オフィスの空室率上昇は不動産の課税評価額が下がる⼀因となる。評価額は⾃治体が家賃収⼊や事業費に基づいて毎年算定するのが⼀般的だ。評価額の増減は翌年などの税収に反映される。評価額が下がれば⾃治体の税収が減る。

在宅勤務が多くの企業で定着し、⼈が以前のように街中に戻ってこない。オフィスビルが多い都市部の財政は厳しくなる。

⻄部カリフォルニア州サンフランシスコは23〜25会計年度に計7億7980万ドルの財政⾚字となる⾒込みだ。オフィスの空室率は25年半ばから26年にかけて33%となると予想した。19 年4〜6⽉は5.1%だった。

商業⽤不動産の価値は全⽶で下がっている。⽶不動産調査会社グリーンストリートによると、価格指数はコロナ収束で需要が回復して22年4⽉にピークを迎えたものの、その後は息切れしてコロナ前の⽔準を下回る。
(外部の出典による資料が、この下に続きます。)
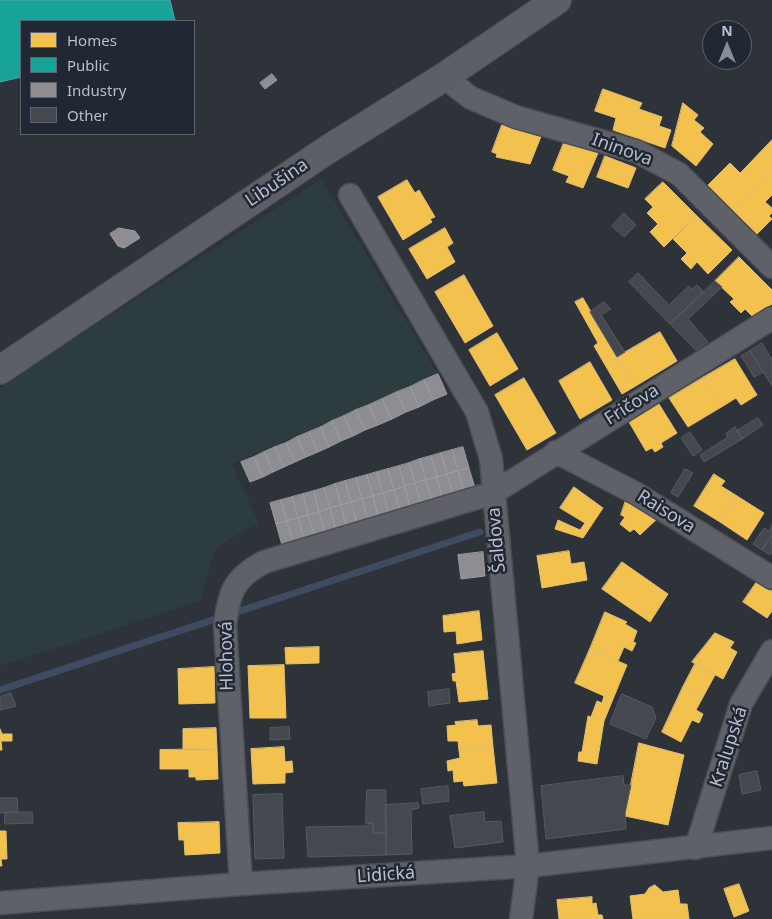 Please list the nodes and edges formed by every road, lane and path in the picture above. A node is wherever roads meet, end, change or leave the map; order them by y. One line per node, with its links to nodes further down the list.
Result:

⽶コロンビア⼤と⽶ニューヨーク⼤の教授らが発表した論⽂によると、オフィス需要の低下で東部ニューヨーク市の商業⽤不動産の総資産価値はコロナ前と⽐較し、29年には4割下がる可能性がある。

ニューヨークの財政は不動産の固定資産税が⽀える。23会計年度の税収を⾒ると、全体の42%が固定資産税だった。このうち3割ほどがオフィスビルなどの商業⽤不動産から発⽣する。

固定資産税が減れば、増税を迫られたり歳出削減を余儀なくされたりする。すると都市の魅⼒が下がって、⼈⼝減を招き、さらなる財政難につながる――。コロンビア⼤などは悪循環 に陥る可能性を指摘する。

地⽅政府は商業地区の⽴て直しを急ぐ。

東部マサチューセッツ州ボストンやワシントンなどは商業地区のオフィスビルを住宅⽤不動産に転⽤する際、転⽤後の固定資産税を⼀部免除すると発表した。⼀時的に税収が減っても不動産の価値が戻れば、⻑期的には税収増につながるとみる。

市政府は⺠間企業のビジネス活性化地区(BID)と協⼒し、商業地区の魅⼒向上に⼒を⼊れている。

ワシントンのBID「ゴールデントライアングル」は空室を抱える地主と地元のビジネスをつなげて、オフィスをイベントスペースとして活⽤している。レオナ・アグリディス代表は「(イベントや住居への転⽤を通し)地区の魅⼒を向上することで企業が戻ってくる」と商業地区の再活性化に期待を⽰す。